The little beach house we rented on Anastasia Island was only a two-month refuge while Mom and my grandparents went house-hunting. They found a place within walking distance of my school. We moved into the house at 312 St. George Street in St. Augustine, Florida, in November of 1961.
It had four bedrooms, one of which was a converted upstairs porch (my sisters, Louise and Mary Joan, slept there), and a converted downstairs porch (my room).
My grandfather, Vernon Brown, usually held court in the living room. In this photo, he is wearing the goatee that so upset my grandmother. He was suffering from a bout of some kind of dementia (years later identified as an electrolyte imbalance) and read Gone With The Wind over and over…and, each time he did, he would grow the goatee and draw one on the photo of him Gramma kept on her dresser. Gramma would cry and erase it, then hide the photo until he shaved off his goatee.
In spite of Grandpa's growing dementia, he was much loved by my sisters and me. We enjoyed spending time with him; he taught us to play checkers, and never tired of telling us stories and listening to ours.
As Christmas approached, Grandpa decided to leave his retirement and become a shoe salesman. For some reason, it never occurred to him to buy the shoes wholesale; he ordered several hundred dollars' worth from the Sears Roebuck catalog, then placed an ad in the St. Augustine Record for someone to actually go door-to-door and sell the shoes, which a woman answered. Gramma had to follow him around, canceling the order and trying to explain to the poor woman that she hadn't been hired, after all.
Fortunately, we didn't live in the kind of house where the kids can't play. We had the run of the whole place. Often, the living room became transformed into some sort of doll house or space ship.
Mom's room was upstairs, at the front of the house. You had to go through it to get to the girls' room, but, fortunately she didn't seem to be interested in much privacy.
The back yard was roomy, dominated by a huge pecan tree. We had a swing set, and there was a sort of garage-like structure that contained old tools and stuff. It was dark and smelly and we kids didn't go in there much.
The house was just a few blocks from historic, downtown St. Augustine, providing plenty of opportunities to play in ancient buildings and exercise my growing interest in photography. Here is probably my first photo of a sunset.
This was my first Christmas old enough to know the truth about Santa Claus, and also old enough to not say anything to my sisters about it (unlike the previous summer in Vermont, when I had figured it and out of the blue started warning my sisters that, if they didn't behave, Santa wouldn't bring them anything. (I was trying to be supportive.)
Rather than try to figure out what I might want for Christmas, and remembering the previous summer, Mom just handed me a Sears Toy Catalog and asked me to pick out a few things from it.
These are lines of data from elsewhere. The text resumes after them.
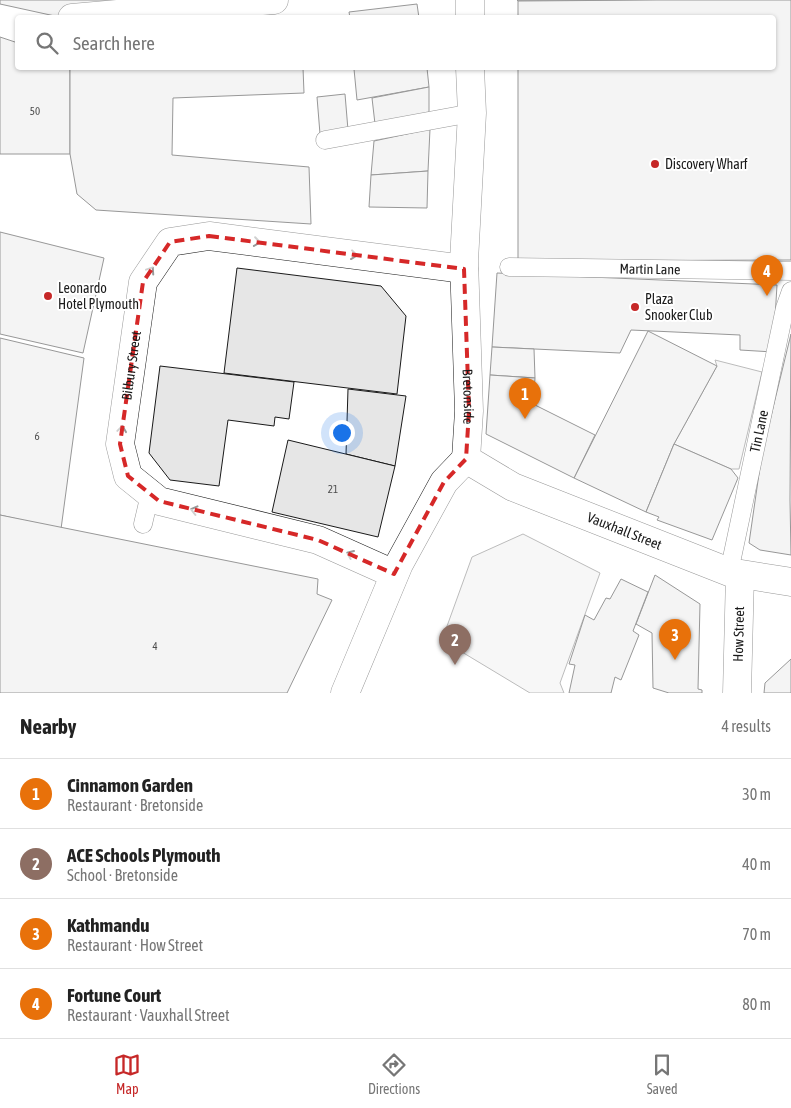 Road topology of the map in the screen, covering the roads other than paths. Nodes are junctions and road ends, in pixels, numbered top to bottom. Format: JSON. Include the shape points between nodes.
{"nodes":[{"id":1,"x":274,"y":0,"type":"edge"},
{"id":2,"x":470,"y":0,"type":"edge"},
{"id":3,"x":106,"y":15,"type":"edge"},
{"id":4,"x":470,"y":15,"type":"edge"},
{"id":5,"x":470,"y":70,"type":"edge"},
{"id":6,"x":472,"y":113,"type":"junction"},
{"id":7,"x":325,"y":140,"type":"dead end"},
{"id":8,"x":509,"y":267,"type":"dead end"},
{"id":9,"x":464,"y":270,"type":"junction"},
{"id":10,"x":791,"y":271,"type":"edge"},
{"id":11,"x":791,"y":291,"type":"edge"},
{"id":12,"x":466,"y":459,"type":"junction"},
{"id":13,"x":150,"y":494,"type":"junction"},
{"id":14,"x":143,"y":524,"type":"dead end"},
{"id":15,"x":394,"y":574,"type":"junction"},
{"id":16,"x":734,"y":574,"type":"junction"},
{"id":17,"x":791,"y":582,"type":"edge"},
{"id":18,"x":345,"y":693,"type":"edge"},
{"id":19,"x":737,"y":693,"type":"edge"}],
"edges":[{"from":1,"to":3,"type":"street"},
{"from":2,"to":4,"type":"street"},
{"from":5,"to":6,"type":"street","name":"Bretonside"},
{"from":6,"to":7,"type":"lane"},
{"from":6,"to":9,"type":"street","name":"Bretonside"},
{"from":8,"to":10,"type":"lane","name":"Martin Lane"},
{"from":9,"to":12,"type":"street","name":"Bretonside","via":[[469,411]]},
{"from":13,"to":9,"type":"street","name":"Bilbury Street","one_way":true,"via":[[128,476],[120,444],[124,357],[143,282],[170,242],[209,236]]},
{"from":11,"to":16,"type":"lane","name":"Tin Lane","via":[[785,308]]},
{"from":12,"to":15,"type":"street","via":[[444,482]]},
{"from":12,"to":16,"type":"street","name":"Vauxhall Street","via":[[513,487]]},
{"from":13,"to":14,"type":"lane"},
{"from":15,"to":13,"type":"street","name":"Bilbury Street","one_way":true,"via":[[318,540],[159,501]]},
{"from":15,"to":18,"type":"street"},
{"from":16,"to":17,"type":"street","name":"Vauxhall Street"},
{"from":16,"to":19,"type":"street","name":"How Street"}]}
Well, there was only one thing I really wanted: a battery-and-manually operated 8mm movie projector.
The thing was pretty minimal. It took 3-inch reels of 8mm movie film, which was the size that came back after getting a roll of home movie film processed at the drug or camera store. A 3-inch reel provided about 3 minutes of viewing time. However, I did not own (nor did I ask for) a movie camera. Instead, in my passion for retail store catalogs, I had discovered a company that sold 3-inch reels of heavily-edited cartoons and movies from the previous several decades. Called Castle Films, I included with my Christmas order four films from Castle: a Betty Boop, a Popeye, an Our Gang comedy (who I knew as The Little Rascals), and a Woody Wookpecker cartoon.
On Christmas Eve I went to bed early along with my sisters; but this only meant I woke on my own sometime after midnight. Now, although I had requested the projector and movies, I didn't know for a fact that I was going to get them.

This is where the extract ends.